L'Ukraine demande à la Norvège, aux États-Unis et à l'UE de nouvelles sanctions contre le gaz russe - 3

Alors que Novatek est désormais confrontée à l’incertitude de savoir qui achètera le produit d’Arctic LNG 2 et à des goulets d’étranglement logistiques liés au transport du GNL, des sanctions supplémentaires sont nécessaires pour entraver davantage le projet, explique la lettre.

Les entreprises européennes, à savoir les opérateurs maritimes et les compagnies d’assurance maritime, continuent d’aider Novatek à livrer son produit sur les marchés.

« Sur les 15 méthaniers de classe glace opérationnels qui permettent actuellement les exportations de Yamal LNG, 11 sont assurés au Royaume-Uni et 3 en Norvège. Des sociétés immatriculées dans l’UE gèrent 9 de ces navires, tandis que des gestionnaires de navires immatriculés au Royaume-Uni couvrent 5 autres navires », soulignent les fonctionnaires ukrainiens.

Selon les registres maritimes publics, Norwegian Assuranceforeningen Skuld, une compagnie d’assurance maritime internationale basée à Oslo, fournit une assurance de protection et d’indemnisation à trois méthaniers Arc7, Yakov Gakkel, Vladimir Voronin et Georgiy Ushakov.

Cibler la flotte Arc7

Plus précisément, l’Ukraine demande instamment aux responsables américains, européens, norvégiens et britanniques d’introduire des mesures de blocage à l’encontre des exploitants de la flotte actuelle de 15 navires-citernes Arc7 qui transportent du GNL de l’Arctique russe vers l’Europe et l’Asie.

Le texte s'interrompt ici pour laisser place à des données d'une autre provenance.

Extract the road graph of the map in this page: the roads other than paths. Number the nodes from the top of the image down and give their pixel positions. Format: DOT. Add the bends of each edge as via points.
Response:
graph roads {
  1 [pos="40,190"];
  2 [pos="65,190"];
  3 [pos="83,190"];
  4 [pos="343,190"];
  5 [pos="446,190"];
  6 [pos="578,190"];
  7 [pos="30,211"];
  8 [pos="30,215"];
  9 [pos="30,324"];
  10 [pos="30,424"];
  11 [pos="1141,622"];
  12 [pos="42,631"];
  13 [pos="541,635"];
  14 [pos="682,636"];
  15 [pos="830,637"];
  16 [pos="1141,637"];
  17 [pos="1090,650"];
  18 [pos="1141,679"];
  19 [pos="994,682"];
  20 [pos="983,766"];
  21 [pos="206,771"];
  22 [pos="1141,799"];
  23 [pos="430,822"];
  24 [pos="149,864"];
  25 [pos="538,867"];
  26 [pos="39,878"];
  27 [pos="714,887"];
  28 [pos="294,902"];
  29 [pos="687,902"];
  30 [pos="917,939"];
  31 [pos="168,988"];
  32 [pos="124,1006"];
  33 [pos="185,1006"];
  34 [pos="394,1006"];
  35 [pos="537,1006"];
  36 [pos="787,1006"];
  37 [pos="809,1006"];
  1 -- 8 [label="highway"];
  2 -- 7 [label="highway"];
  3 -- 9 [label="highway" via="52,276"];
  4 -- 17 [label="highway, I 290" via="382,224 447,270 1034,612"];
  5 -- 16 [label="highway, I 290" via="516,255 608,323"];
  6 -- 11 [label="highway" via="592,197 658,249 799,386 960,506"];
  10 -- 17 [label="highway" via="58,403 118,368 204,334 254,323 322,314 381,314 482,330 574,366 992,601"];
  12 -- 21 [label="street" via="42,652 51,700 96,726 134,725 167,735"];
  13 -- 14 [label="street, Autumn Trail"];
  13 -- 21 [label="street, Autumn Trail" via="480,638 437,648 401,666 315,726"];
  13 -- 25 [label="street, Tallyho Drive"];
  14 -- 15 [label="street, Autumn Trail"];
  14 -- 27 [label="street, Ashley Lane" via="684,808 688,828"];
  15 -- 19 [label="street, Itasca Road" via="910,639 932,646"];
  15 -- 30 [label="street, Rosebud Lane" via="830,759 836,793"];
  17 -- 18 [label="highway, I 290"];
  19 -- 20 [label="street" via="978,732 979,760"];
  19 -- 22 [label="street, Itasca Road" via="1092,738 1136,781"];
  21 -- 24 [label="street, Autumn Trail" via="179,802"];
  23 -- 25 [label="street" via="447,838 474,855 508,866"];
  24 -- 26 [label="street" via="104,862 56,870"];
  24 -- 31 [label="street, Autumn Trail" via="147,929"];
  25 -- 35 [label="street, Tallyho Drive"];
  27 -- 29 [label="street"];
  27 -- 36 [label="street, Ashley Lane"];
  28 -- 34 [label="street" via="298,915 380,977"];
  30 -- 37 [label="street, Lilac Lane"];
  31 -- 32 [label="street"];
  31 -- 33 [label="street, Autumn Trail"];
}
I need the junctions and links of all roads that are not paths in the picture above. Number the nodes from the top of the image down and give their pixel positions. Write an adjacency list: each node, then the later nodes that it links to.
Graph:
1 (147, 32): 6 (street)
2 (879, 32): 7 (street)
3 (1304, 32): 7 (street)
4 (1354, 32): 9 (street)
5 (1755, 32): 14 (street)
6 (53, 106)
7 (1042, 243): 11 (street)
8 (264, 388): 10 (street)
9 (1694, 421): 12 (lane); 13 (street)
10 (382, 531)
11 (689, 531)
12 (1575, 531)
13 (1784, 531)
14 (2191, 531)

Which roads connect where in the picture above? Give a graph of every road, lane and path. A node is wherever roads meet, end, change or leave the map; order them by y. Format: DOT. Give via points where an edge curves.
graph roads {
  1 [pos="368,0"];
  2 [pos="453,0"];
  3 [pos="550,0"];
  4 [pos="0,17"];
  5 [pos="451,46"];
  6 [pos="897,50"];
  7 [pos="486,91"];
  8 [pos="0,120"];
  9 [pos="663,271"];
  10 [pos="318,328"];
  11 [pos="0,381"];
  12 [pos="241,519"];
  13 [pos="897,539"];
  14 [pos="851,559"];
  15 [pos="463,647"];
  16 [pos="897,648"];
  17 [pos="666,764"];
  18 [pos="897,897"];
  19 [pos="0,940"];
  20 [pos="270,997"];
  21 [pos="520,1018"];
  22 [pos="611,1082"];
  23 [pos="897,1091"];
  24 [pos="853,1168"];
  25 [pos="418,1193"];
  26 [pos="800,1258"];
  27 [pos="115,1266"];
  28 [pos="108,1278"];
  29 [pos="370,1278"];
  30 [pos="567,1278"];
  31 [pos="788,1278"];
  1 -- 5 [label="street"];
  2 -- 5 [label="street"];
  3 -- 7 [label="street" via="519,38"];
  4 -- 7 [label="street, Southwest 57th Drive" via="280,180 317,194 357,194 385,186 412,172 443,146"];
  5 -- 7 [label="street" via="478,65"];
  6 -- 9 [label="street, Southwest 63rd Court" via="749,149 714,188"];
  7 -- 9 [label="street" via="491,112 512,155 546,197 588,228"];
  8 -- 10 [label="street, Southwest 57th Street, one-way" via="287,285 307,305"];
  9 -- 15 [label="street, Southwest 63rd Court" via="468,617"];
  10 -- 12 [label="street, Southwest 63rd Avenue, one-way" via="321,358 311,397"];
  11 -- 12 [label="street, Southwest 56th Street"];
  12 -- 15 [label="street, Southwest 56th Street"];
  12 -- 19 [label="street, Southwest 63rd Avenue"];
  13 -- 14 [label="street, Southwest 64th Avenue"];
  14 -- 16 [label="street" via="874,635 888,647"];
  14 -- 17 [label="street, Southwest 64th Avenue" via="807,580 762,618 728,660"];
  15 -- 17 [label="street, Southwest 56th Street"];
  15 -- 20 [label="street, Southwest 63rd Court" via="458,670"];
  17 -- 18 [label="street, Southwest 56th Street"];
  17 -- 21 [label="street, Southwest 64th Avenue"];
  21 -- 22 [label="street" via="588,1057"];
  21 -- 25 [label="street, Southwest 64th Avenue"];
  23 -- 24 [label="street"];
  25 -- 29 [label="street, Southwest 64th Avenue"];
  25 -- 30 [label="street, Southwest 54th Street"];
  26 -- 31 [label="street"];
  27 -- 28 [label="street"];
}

Afin de limiter la capacité de Novatek à développer Arctic LNG 2 et de construire de futurs projets de GNL, la lettre demande également des « sanctions contre les propriétaires de navires transportant des composants pour la construction d’Arctic LNG 2 et/ou d’autres infrastructures russes dans l’Arctique ».

Le document fait spécifiquement référence aux éléments suivants rapport récent de HNNqui met en évidence le transport de modules préfabriqués de la Chine vers la Russie par une société néerlando-singapourienne, Red Box, peut-être en violation des sanctions existantes.

Le transport de la technologie de liquéfaction contenue dans les modules a été bloqué en vertu des règles de l’UE depuis le 5e paquet de sanctions en avril 2022.